Task statement:
In the records below, pick out all lines containing the word "Howard".

(Saved entries)
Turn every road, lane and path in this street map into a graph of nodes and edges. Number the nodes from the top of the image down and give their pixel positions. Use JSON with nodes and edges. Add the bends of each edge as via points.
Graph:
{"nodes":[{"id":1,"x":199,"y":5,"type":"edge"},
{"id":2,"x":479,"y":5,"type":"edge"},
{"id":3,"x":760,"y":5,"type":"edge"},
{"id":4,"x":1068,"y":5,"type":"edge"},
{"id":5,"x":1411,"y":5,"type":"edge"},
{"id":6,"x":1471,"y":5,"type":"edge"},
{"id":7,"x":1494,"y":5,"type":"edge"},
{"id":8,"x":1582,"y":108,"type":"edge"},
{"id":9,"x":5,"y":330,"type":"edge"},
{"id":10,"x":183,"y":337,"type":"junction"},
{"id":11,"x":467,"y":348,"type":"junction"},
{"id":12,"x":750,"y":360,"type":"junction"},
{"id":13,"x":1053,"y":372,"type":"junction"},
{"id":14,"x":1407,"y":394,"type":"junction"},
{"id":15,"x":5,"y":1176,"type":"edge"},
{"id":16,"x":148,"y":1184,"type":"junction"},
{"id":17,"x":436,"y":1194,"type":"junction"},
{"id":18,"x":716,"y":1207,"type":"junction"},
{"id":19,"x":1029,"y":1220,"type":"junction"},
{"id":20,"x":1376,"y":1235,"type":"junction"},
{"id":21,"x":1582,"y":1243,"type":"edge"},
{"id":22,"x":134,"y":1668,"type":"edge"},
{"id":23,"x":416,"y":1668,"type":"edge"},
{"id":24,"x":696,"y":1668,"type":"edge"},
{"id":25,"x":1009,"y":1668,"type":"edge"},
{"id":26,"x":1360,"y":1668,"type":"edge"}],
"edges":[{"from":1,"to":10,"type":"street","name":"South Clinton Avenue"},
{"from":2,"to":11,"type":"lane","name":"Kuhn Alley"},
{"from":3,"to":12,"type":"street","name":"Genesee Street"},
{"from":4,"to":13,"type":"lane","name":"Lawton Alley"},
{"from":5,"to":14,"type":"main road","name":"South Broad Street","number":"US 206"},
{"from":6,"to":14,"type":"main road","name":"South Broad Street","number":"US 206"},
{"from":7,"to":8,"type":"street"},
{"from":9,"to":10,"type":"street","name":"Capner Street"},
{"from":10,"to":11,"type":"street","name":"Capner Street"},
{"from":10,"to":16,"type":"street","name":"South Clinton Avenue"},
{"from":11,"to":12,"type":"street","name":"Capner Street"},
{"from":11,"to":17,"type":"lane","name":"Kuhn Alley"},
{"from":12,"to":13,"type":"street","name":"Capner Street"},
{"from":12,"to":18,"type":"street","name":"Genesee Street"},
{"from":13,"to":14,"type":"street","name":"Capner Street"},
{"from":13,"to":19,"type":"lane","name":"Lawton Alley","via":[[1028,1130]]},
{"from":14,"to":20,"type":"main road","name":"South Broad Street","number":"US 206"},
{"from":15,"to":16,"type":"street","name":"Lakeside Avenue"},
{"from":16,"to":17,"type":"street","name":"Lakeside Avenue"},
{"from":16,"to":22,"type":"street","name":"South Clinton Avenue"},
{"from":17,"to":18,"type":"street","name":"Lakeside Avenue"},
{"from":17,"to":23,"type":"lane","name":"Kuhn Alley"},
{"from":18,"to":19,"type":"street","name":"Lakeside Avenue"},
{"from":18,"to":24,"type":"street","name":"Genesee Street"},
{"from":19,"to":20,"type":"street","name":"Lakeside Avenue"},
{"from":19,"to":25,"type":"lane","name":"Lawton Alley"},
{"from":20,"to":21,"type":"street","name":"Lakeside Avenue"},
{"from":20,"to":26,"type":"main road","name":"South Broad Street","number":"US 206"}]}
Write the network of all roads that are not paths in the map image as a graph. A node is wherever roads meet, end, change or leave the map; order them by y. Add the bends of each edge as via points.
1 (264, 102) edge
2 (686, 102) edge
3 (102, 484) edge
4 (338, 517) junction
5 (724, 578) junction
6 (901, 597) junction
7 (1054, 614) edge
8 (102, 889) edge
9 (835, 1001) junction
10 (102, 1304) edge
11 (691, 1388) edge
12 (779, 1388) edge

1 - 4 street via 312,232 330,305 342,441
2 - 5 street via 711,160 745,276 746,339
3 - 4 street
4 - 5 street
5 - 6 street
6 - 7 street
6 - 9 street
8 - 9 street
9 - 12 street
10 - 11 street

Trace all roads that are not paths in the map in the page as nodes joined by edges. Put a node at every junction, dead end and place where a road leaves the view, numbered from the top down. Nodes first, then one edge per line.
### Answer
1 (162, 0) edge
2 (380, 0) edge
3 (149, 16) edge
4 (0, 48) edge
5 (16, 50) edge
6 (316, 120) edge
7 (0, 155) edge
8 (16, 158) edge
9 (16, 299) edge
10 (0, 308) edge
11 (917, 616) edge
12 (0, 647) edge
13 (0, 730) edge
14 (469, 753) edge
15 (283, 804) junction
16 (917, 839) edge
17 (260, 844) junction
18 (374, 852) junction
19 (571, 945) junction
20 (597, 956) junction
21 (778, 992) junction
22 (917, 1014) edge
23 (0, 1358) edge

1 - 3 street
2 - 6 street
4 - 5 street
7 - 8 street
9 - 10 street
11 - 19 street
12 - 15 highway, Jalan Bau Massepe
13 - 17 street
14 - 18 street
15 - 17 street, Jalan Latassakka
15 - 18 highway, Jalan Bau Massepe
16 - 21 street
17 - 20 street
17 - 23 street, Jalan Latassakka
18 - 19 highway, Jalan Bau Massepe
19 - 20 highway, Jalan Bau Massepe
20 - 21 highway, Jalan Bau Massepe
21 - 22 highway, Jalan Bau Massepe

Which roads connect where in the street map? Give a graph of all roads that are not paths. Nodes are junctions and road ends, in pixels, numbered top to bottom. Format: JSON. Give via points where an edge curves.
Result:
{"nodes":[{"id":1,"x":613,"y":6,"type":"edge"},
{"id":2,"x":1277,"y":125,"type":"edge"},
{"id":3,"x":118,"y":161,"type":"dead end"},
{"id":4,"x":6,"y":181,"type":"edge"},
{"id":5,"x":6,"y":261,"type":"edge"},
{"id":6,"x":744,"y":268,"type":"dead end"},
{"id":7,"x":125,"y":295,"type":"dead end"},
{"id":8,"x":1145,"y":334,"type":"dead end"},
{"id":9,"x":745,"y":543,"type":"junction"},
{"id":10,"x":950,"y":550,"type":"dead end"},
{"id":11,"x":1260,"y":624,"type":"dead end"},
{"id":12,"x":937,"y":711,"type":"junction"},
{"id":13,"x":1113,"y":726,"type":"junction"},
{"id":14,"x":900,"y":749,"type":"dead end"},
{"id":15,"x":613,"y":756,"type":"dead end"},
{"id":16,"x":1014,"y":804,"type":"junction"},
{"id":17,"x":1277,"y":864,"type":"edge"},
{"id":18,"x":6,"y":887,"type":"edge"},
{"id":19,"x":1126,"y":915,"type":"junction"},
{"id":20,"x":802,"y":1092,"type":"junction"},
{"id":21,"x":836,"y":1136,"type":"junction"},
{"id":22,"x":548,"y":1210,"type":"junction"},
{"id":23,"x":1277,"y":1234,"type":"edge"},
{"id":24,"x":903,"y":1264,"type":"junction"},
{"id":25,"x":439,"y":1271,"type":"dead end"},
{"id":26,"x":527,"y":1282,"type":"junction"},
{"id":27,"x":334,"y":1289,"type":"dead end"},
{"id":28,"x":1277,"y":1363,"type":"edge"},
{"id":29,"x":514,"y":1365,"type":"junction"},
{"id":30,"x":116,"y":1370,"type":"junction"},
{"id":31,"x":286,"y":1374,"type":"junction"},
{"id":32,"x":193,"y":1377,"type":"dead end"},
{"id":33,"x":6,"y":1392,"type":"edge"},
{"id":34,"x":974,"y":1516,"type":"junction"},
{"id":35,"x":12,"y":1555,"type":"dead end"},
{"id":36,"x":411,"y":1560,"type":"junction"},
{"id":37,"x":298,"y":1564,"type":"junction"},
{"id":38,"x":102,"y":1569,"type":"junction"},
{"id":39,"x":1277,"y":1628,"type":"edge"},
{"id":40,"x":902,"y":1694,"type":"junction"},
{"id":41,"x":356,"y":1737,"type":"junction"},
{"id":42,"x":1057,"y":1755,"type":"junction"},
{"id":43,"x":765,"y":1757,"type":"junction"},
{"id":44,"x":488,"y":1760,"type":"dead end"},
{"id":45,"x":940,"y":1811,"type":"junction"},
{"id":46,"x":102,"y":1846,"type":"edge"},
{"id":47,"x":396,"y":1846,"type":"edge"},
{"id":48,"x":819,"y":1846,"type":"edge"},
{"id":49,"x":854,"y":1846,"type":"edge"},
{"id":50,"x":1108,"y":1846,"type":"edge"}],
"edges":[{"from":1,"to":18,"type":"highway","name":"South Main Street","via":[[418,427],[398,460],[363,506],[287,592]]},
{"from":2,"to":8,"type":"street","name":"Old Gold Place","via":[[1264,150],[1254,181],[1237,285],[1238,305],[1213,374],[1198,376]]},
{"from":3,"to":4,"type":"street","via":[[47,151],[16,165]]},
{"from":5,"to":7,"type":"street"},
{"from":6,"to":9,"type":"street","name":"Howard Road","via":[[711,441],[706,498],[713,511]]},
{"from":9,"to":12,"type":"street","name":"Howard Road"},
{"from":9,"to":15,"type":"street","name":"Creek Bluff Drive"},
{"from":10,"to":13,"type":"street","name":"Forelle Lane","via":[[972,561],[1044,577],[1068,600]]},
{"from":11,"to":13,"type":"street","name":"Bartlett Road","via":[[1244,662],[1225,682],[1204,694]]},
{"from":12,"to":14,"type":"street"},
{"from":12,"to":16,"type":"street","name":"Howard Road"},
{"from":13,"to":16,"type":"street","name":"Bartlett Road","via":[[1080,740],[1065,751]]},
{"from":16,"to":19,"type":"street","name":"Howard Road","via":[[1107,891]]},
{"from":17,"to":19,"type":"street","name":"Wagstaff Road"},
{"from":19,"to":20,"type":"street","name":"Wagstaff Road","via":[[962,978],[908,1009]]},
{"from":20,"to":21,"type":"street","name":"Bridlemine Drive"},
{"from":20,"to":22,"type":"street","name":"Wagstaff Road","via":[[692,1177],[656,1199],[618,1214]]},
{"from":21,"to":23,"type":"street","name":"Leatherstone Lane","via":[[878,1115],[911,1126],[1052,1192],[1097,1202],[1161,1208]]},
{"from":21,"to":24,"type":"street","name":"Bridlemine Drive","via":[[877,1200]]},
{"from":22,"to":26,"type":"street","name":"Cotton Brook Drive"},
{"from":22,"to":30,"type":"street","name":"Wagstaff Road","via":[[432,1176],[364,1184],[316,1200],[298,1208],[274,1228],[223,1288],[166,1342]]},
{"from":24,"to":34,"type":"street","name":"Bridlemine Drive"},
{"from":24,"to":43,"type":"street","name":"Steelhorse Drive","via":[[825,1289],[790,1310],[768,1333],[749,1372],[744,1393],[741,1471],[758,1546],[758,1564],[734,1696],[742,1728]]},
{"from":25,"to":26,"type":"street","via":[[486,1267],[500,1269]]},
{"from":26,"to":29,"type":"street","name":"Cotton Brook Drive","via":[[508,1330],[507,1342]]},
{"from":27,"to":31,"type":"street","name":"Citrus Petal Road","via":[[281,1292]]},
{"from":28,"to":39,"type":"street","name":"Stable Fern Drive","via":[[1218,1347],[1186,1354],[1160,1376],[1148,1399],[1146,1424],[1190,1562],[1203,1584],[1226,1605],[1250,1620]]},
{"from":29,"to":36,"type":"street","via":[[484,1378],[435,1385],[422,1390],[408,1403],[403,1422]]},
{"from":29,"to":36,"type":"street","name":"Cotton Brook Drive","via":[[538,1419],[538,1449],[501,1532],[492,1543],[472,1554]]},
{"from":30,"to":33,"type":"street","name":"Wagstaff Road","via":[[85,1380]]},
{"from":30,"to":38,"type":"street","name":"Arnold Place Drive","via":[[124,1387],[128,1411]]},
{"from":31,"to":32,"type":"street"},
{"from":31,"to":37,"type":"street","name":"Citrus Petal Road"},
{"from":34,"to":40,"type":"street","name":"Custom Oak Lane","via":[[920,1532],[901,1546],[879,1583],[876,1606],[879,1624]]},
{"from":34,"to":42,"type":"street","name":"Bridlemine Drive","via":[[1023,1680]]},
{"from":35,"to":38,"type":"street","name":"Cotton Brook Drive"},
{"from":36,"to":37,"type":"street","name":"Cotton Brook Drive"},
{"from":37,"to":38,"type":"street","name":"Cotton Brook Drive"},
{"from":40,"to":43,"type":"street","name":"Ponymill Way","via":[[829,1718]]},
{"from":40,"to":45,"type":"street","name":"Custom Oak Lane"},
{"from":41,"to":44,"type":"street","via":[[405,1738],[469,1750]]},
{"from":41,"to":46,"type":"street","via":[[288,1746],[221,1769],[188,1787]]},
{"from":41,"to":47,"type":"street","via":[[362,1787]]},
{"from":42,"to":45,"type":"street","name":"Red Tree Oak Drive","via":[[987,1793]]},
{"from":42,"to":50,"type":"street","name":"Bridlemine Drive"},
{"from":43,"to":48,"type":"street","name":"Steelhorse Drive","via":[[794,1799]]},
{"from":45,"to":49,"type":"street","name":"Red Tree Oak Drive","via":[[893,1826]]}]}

Completed exercise:
{"from":6,"to":9,"type":"street","name":"Howard Road","via":[[711,441],[706,498],[713,511]]},
{"from":9,"to":12,"type":"street","name":"Howard Road"},
{"from":12,"to":16,"type":"street","name":"Howard Road"},
{"from":16,"to":19,"type":"street","name":"Howard Road","via":[[1107,891]]},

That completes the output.